If none of these things get results, legal action may be your last resort. If you decide to sue (or at least threaten to sue), two common approaches are:
- Illinois Implied Warrant Workmanship
- Note that this does not typically apply to new construction, as this Implied Warranty is almost always waived when the developer gives you their warranty with the new construction developer contract.
- Illinois Consumer Fraud & Deceptive Business Practices Act
Illinois Implied Warrant Workmanship
Here in Illinois, construction work is covered by an Implied Warranty of Workmanship. This one-year warranty applies whether or not there is a specific warranty written into the contract. Here is a good overview of it: https://www.levelset.com/blog/workmanship-warranty/.
This warranty allows you to sue for work that you can prove was done poorly. You cannot, however, recover attorney fees, which can be substantial. On the plus side, there is also a lower threshold of proof. You do not need to prove that the contractor was misleading or fraudulent, just that the work was not done in a workmanlike fashion.
Illinois Consumer Fraud & Deceptive Business Practices Act
Threatening to sue under the Illinois Consumer Fraud & Deceptive Business Practices Act can be a more effective coercive threat to the contractor since you can also recover attorney fees. This can make a world of difference because even a cheap lawsuit might cost $15,000 in attorney fees, which could be more than the physical damage to the property. As an example, I recently represented a buyer in Ukrainian Village who had requested that the seller fix some plumbing issues uncovered during the inspection. The seller agreed, but after the purchase, the pipe burst, causing about $3,000 in damages. Although a plumber confirmed that the soldering work had been defective, the cost of a lawsuit would have exceeded the damage to the property.

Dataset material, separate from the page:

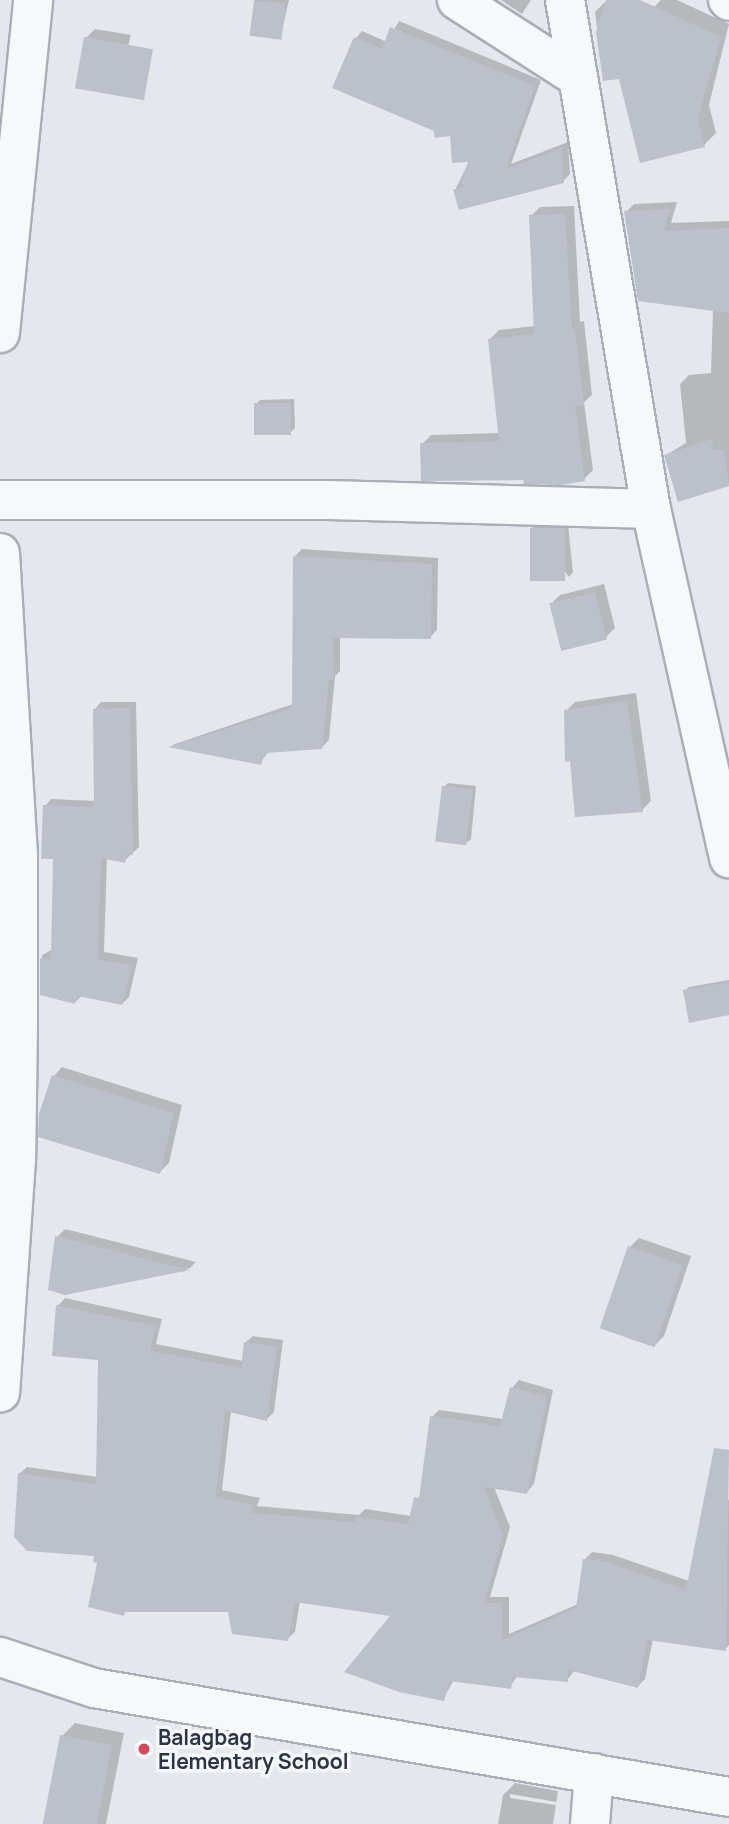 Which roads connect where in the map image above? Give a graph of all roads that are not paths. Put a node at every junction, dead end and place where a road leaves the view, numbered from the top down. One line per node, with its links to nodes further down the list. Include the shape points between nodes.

Under the Act, if a contractor did the work in a way which would not really repair the problem but instead merely was a temporary fix or concealed the degree of the problem that could create liability. Misrepresentation of the work, whether intentional or unintentional, as well as merely staying silent instead of informing the client of important issues, could also be actionable.
If you get to the point of legal action, I would strongly suggest contacting a lawyer to explore your options. While I can provide a framework and some ideas as to your legal options, every situation is different and a good lawyer will be able to discuss your options given your circumstances.